I ignored my instincts, did what everyone said was the “right” thing to do, and it ended up costing me over half a million dollars.

Sometimes the biggest lessons don’t come from our wins — they come from the moments we wish we could redo. In this episode, I’m opening up about one of the most expensive mistakes I’ve ever made: how I gave away control of my business by not trusting myself, and how I rebuilt that self-trust piece by piece.

What You Need to Know / Key Takeaways

1. The “right” way isn’t always the right way

When Financial Feminist first launched, it became an overnight success — and with that success came a flood of advice.
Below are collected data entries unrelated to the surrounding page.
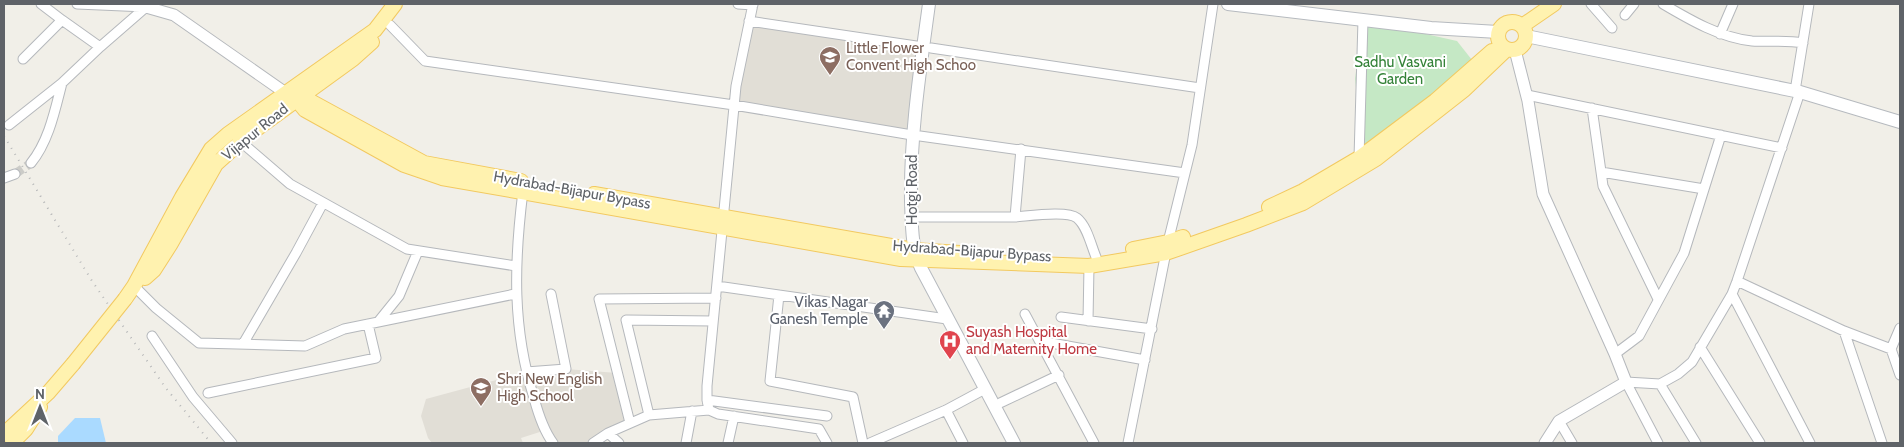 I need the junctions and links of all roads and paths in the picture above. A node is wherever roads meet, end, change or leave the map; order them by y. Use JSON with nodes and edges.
{"nodes":[{"id":1,"x":41,"y":4,"type":"edge"},
{"id":2,"x":77,"y":4,"type":"edge"},
{"id":3,"x":396,"y":4,"type":"edge"},
{"id":4,"x":404,"y":4,"type":"edge"},
{"id":5,"x":738,"y":4,"type":"edge"},
{"id":6,"x":929,"y":4,"type":"edge"},
{"id":7,"x":938,"y":4,"type":"edge"},
{"id":8,"x":1213,"y":4,"type":"edge"},
{"id":9,"x":1228,"y":4,"type":"edge"},
{"id":10,"x":1554,"y":4,"type":"edge"},
{"id":11,"x":1591,"y":4,"type":"edge"},
{"id":12,"x":1634,"y":4,"type":"edge"},
{"id":13,"x":1666,"y":4,"type":"edge"},
{"id":14,"x":1733,"y":4,"type":"edge"},
{"id":15,"x":1809,"y":4,"type":"edge"},
{"id":16,"x":146,"y":5,"type":"edge"},
{"id":17,"x":753,"y":5,"type":"edge"},
{"id":18,"x":1277,"y":7,"type":"edge"},
{"id":19,"x":1625,"y":15,"type":"dead end"},
{"id":20,"x":62,"y":20,"type":"junction"},
{"id":21,"x":1363,"y":20,"type":"junction"},
{"id":22,"x":749,"y":21,"type":"junction"},
{"id":23,"x":390,"y":25,"type":"junction"},
{"id":24,"x":1612,"y":28,"type":"dead end"},
{"id":25,"x":1524,"y":31,"type":"junction"},
{"id":26,"x":1720,"y":34,"type":"junction"},
{"id":27,"x":1803,"y":43,"type":"junction"},
{"id":28,"x":1505,"y":44,"type":"junction"},
{"id":29,"x":100,"y":47,"type":"junction"},
{"id":30,"x":928,"y":47,"type":"junction"},
{"id":31,"x":23,"y":59,"type":"dead end"},
{"id":32,"x":62,"y":83,"type":"junction"},
{"id":33,"x":1200,"y":88,"type":"junction"},
{"id":34,"x":1798,"y":92,"type":"junction"},
{"id":35,"x":1527,"y":94,"type":"junction"},
{"id":36,"x":292,"y":96,"type":"junction"},
{"id":37,"x":734,"y":105,"type":"junction"},
{"id":38,"x":1592,"y":108,"type":"junction"},
{"id":39,"x":1900,"y":122,"type":"edge"},
{"id":40,"x":9,"y":125,"type":"dead end"},
{"id":41,"x":1722,"y":135,"type":"junction"},
{"id":42,"x":916,"y":136,"type":"junction"},
{"id":43,"x":240,"y":141,"type":"junction"},
{"id":44,"x":1782,"y":148,"type":"junction"},
{"id":45,"x":1021,"y":149,"type":"junction"},
{"id":46,"x":1359,"y":158,"type":"junction"},
{"id":47,"x":31,"y":163,"type":"tunnel mouth"},
{"id":48,"x":1602,"y":172,"type":"junction"},
{"id":49,"x":1185,"y":173,"type":"junction"},
{"id":50,"x":16,"y":174,"type":"tunnel mouth"},
{"id":51,"x":4,"y":178,"type":"edge"},
{"id":52,"x":1704,"y":188,"type":"junction"},
{"id":53,"x":523,"y":191,"type":"junction"},
{"id":54,"x":323,"y":202,"type":"junction"},
{"id":55,"x":919,"y":217,"type":"junction"},
{"id":56,"x":1015,"y":217,"type":"junction"},
{"id":57,"x":722,"y":221,"type":"junction"},
{"id":58,"x":1167,"y":248,"type":"junction"},
{"id":59,"x":418,"y":251,"type":"junction"},
{"id":60,"x":920,"y":255,"type":"junction"},
{"id":61,"x":1093,"y":261,"type":"junction"},
{"id":62,"x":516,"y":266,"type":"junction"},
{"id":63,"x":1737,"y":282,"type":"junction"},
{"id":64,"x":134,"y":286,"type":"junction"},
{"id":65,"x":717,"y":286,"type":"junction"},
{"id":66,"x":515,"y":294,"type":"junction"},
{"id":67,"x":551,"y":294,"type":"dead end"},
{"id":68,"x":1732,"y":294,"type":"junction"},
{"id":69,"x":778,"y":296,"type":"junction"},
{"id":70,"x":716,"y":298,"type":"junction"},
{"id":71,"x":1658,"y":299,"type":"junction"},
{"id":72,"x":1025,"y":314,"type":"dead end"},
{"id":73,"x":1062,"y":317,"type":"dead end"},
{"id":74,"x":947,"y":319,"type":"junction"},
{"id":75,"x":1088,"y":320,"type":"junction"},
{"id":76,"x":713,"y":321,"type":"junction"},
{"id":77,"x":378,"y":322,"type":"junction"},
{"id":78,"x":368,"y":324,"type":"junction"},
{"id":79,"x":1152,"y":328,"type":"junction"},
{"id":80,"x":1900,"y":329,"type":"edge"},
{"id":81,"x":1844,"y":331,"type":"junction"},
{"id":82,"x":152,"y":336,"type":"dead end"},
{"id":83,"x":1040,"y":341,"type":"junction"},
{"id":84,"x":243,"y":344,"type":"junction"},
{"id":85,"x":1700,"y":347,"type":"junction"},
{"id":86,"x":1891,"y":349,"type":"junction"},
{"id":87,"x":1615,"y":354,"type":"junction"},
{"id":88,"x":1145,"y":360,"type":"junction"},
{"id":89,"x":526,"y":372,"type":"junction"},
{"id":90,"x":1900,"y":374,"type":"edge"},
{"id":91,"x":1059,"y":375,"type":"junction"},
{"id":92,"x":1626,"y":382,"type":"junction"},
{"id":93,"x":1660,"y":384,"type":"junction"},
{"id":94,"x":985,"y":389,"type":"junction"},
{"id":95,"x":48,"y":393,"type":"junction"},
{"id":96,"x":208,"y":393,"type":"dead end"},
{"id":97,"x":1000,"y":404,"type":"junction"},
{"id":98,"x":708,"y":405,"type":"junction"},
{"id":99,"x":946,"y":410,"type":"junction"},
{"id":100,"x":692,"y":411,"type":"junction"},
{"id":101,"x":648,"y":415,"type":"junction"},
{"id":102,"x":734,"y":416,"type":"junction"},
{"id":103,"x":827,"y":416,"type":"dead end"},
{"id":104,"x":1559,"y":421,"type":"junction"},
{"id":105,"x":630,"y":423,"type":"junction"},
{"id":106,"x":608,"y":433,"type":"junction"},
{"id":107,"x":4,"y":434,"type":"edge"},
{"id":108,"x":12,"y":443,"type":"edge"},
{"id":109,"x":232,"y":443,"type":"edge"},
{"id":110,"x":553,"y":443,"type":"edge"},
{"id":111,"x":593,"y":443,"type":"edge"},
{"id":112,"x":619,"y":443,"type":"edge"},
{"id":113,"x":686,"y":443,"type":"edge"},
{"id":114,"x":728,"y":443,"type":"edge"},
{"id":115,"x":827,"y":443,"type":"edge"},
{"id":116,"x":863,"y":443,"type":"edge"},
{"id":117,"x":870,"y":443,"type":"edge"},
{"id":118,"x":963,"y":443,"type":"edge"},
{"id":119,"x":1014,"y":443,"type":"edge"},
{"id":120,"x":1022,"y":443,"type":"edge"},
{"id":121,"x":1094,"y":443,"type":"edge"},
{"id":122,"x":1128,"y":443,"type":"edge"},
{"id":123,"x":1545,"y":443,"type":"edge"},
{"id":124,"x":1572,"y":443,"type":"edge"},
{"id":125,"x":1658,"y":443,"type":"edge"},
{"id":126,"x":1696,"y":443,"type":"edge"},
{"id":127,"x":1760,"y":443,"type":"edge"},
{"id":128,"x":1810,"y":443,"type":"edge"},
{"id":129,"x":1882,"y":443,"type":"edge"}],
"edges":[{"from":1,"to":20,"type":"street"},
{"from":2,"to":16,"type":"street"},
{"from":3,"to":36,"type":"main road","name":"Vijapur Road"},
{"from":4,"to":23,"type":"main road","name":"Vijapur Road"},
{"from":5,"to":17,"type":"street"},
{"from":6,"to":30,"type":"main road","name":"Hotgi Road"},
{"from":7,"to":30,"type":"main road","name":"Hotgi Road"},
{"from":8,"to":33,"type":"street"},
{"from":9,"to":18,"type":"main road"},
{"from":10,"to":25,"type":"main road"},
{"from":11,"to":24,"type":"street"},
{"from":12,"to":19,"type":"street"},
{"from":13,"to":26,"type":"street"},
{"from":14,"to":26,"type":"street"},
{"from":15,"to":27,"type":"street"},
{"from":16,"to":29,"type":"street"},
{"from":16,"to":36,"type":"street"},
{"from":17,"to":22,"type":"street"},
{"from":18,"to":21,"type":"main road"},
{"from":20,"to":29,"type":"street"},
{"from":20,"to":31,"type":"street"},
{"from":21,"to":28,"type":"main road"},
{"from":21,"to":46,"type":"street"},
{"from":22,"to":30,"type":"street"},
{"from":22,"to":37,"type":"street"},
{"from":23,"to":36,"type":"main road","name":"Vijapur Road"},
{"from":23,"to":37,"type":"street"},
{"from":25,"to":28,"type":"main road"},
{"from":25,"to":28,"type":"main road"},
{"from":25,"to":34,"type":"main road"},
{"from":26,"to":27,"type":"street"},
{"from":27,"to":34,"type":"street"},
{"from":28,"to":35,"type":"street"},
{"from":28,"to":46,"type":"main road","name":"Hydrabad-Bijapur Bypass"},
{"from":28,"to":58,"type":"main road"},
{"from":29,"to":32,"type":"street"},
{"from":30,"to":33,"type":"street"},
{"from":30,"to":42,"type":"main road","name":"Hotgi Road"},
{"from":32,"to":40,"type":"street"},
{"from":32,"to":47,"type":"street"},
{"from":33,"to":49,"type":"street"},
{"from":34,"to":39,"type":"main road"},
{"from":34,"to":44,"type":"street"},
{"from":35,"to":38,"type":"street"},
{"from":35,"to":87,"type":"street"},
{"from":36,"to":43,"type":"main road","name":"Vijapur Road"},
{"from":36,"to":53,"type":"main road"},
{"from":36,"to":57,"type":"main road","name":"Hydrabad-Bijapur Bypass"},
{"from":36,"to":64,"type":"main road","name":"Vijapur Road"},
{"from":37,"to":42,"type":"street"},
{"from":37,"to":57,"type":"street"},
{"from":38,"to":41,"type":"street"},
{"from":38,"to":48,"type":"street"},
{"from":41,"to":44,"type":"street"},
{"from":41,"to":52,"type":"street"},
{"from":42,"to":45,"type":"street"},
{"from":42,"to":55,"type":"main road","name":"Hotgi Road"},
{"from":42,"to":60,"type":"main road","name":"Hotgi Road"},
{"from":43,"to":54,"type":"street"},
{"from":43,"to":64,"type":"main road","name":"Vijapur Road"},
{"from":44,"to":63,"type":"street"},
{"from":45,"to":49,"type":"street"},
{"from":45,"to":56,"type":"street"},
{"from":46,"to":58,"type":"main road","name":"Hydrabad-Bijapur Bypass"},
{"from":48,"to":52,"type":"street"},
{"from":48,"to":71,"type":"street"},
{"from":49,"to":58,"type":"street"},
{"from":50,"to":51,"type":"street"},
{"from":52,"to":71,"type":"street"},
{"from":53,"to":57,"type":"main road"},
{"from":53,"to":62,"type":"street"},
{"from":54,"to":59,"type":"street"},
{"from":54,"to":84,"type":"street"},
{"from":55,"to":56,"type":"street"},
{"from":55,"to":60,"type":"main road","name":"Hotgi Road"},
{"from":56,"to":61,"type":"street"},
{"from":57,"to":60,"type":"main road","name":"Hydrabad-Bijapur Bypass"},
{"from":57,"to":65,"type":"street"},
{"from":58,"to":61,"type":"main road","name":"Hydrabad-Bijapur Bypass"},
{"from":58,"to":79,"type":"street"},
{"from":59,"to":62,"type":"street"},
{"from":59,"to":77,"type":"street"},
{"from":60,"to":61,"type":"main road","name":"Hydrabad-Bijapur Bypass"},
{"from":60,"to":74,"type":"main road","name":"Hotgi Road"},
{"from":60,"to":97,"type":"main road","name":"Hotgi Road"},
{"from":61,"to":75,"type":"street"},
{"from":62,"to":66,"type":"street"},
{"from":63,"to":68,"type":"street"},
{"from":63,"to":81,"type":"street"},
{"from":64,"to":84,"type":"street"},
{"from":64,"to":95,"type":"main road","name":"Vijapur Road","bridge":true},
{"from":65,"to":69,"type":"street"},
{"from":65,"to":70,"type":"street"},
{"from":66,"to":77,"type":"street"},
{"from":66,"to":89,"type":"street"},
{"from":67,"to":89,"type":"street"},
{"from":68,"to":85,"type":"street"},
{"from":68,"to":128,"type":"street"},
{"from":69,"to":74,"type":"street"},
{"from":69,"to":116,"type":"street"},
{"from":70,"to":76,"type":"street"},
{"from":70,"to":105,"type":"street"},
{"from":71,"to":87,"type":"street"},
{"from":72,"to":83,"type":"street"},
{"from":73,"to":75,"type":"street"},
{"from":74,"to":94,"type":"main road","name":"Hotgi Road"},
{"from":75,"to":79,"type":"street"},
{"from":76,"to":98,"type":"street"},
{"from":76,"to":101,"type":"street"},
{"from":77,"to":78,"type":"street"},
{"from":78,"to":84,"type":"street"},
{"from":78,"to":96,"type":"street"},
{"from":79,"to":88,"type":"street"},
{"from":80,"to":86,"type":"street"},
{"from":81,"to":86,"type":"street"},
{"from":81,"to":129,"type":"street"},
{"from":82,"to":109,"type":"street"},
{"from":83,"to":88,"type":"street"},
{"from":83,"to":91,"type":"street"},
{"from":85,"to":93,"type":"street"},
{"from":85,"to":127,"type":"street"},
{"from":86,"to":90,"type":"street"},
{"from":87,"to":92,"type":"street"},
{"from":88,"to":122,"type":"street"},
{"from":89,"to":110,"type":"street"},
{"from":91,"to":97,"type":"street"},
{"from":91,"to":121,"type":"street"},
{"from":92,"to":93,"type":"street"},
{"from":92,"to":104,"type":"street"},
{"from":92,"to":125,"type":"street"},
{"from":93,"to":126,"type":"street"},
{"from":94,"to":99,"type":"street"},
{"from":94,"to":119,"type":"main road","name":"Hotgi Road"},
{"from":95,"to":107,"type":"main road","name":"Vijapur Road"},
{"from":95,"to":108,"type":"main road","name":"Vijapur Road"},
{"from":97,"to":120,"type":"main road","name":"Hotgi Road"},
{"from":98,"to":100,"type":"street"},
{"from":98,"to":102,"type":"street"},
{"from":98,"to":103,"type":"street"},
{"from":99,"to":117,"type":"street"},
{"from":99,"to":118,"type":"street"},
{"from":100,"to":101,"type":"street"},
{"from":100,"to":113,"type":"street"},
{"from":101,"to":105,"type":"street"},
{"from":102,"to":114,"type":"street"},
{"from":102,"to":115,"type":"street"},
{"from":104,"to":123,"type":"street"},
{"from":104,"to":124,"type":"street"},
{"from":105,"to":106,"type":"street"},
{"from":106,"to":111,"type":"street"},
{"from":106,"to":112,"type":"street"}]}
I was told that if I wanted to be taken seriously, I needed to sign with a big podcast network, hire a major agency, and let the “experts” handle it. So, I did what I thought I was supposed to do.

The problem? What’s right for others isn’t always right for you. By trying to follow an industry formula, I ignored what I knew in my gut — that I could build this on my own terms.

2. Outsourcing your power comes with a cost

When we signed those deals, I lost more than creative control — I lost transparency in my own business. We weren’t talking directly with sponsors anymore, we couldn’t control ad placements, and decisions that should’ve been ours were suddenly being made by other people.

Those choices cost us 40% of our revenue — nearly half a million dollars — and, more importantly, the direct connection I’d worked so hard to build with my audience.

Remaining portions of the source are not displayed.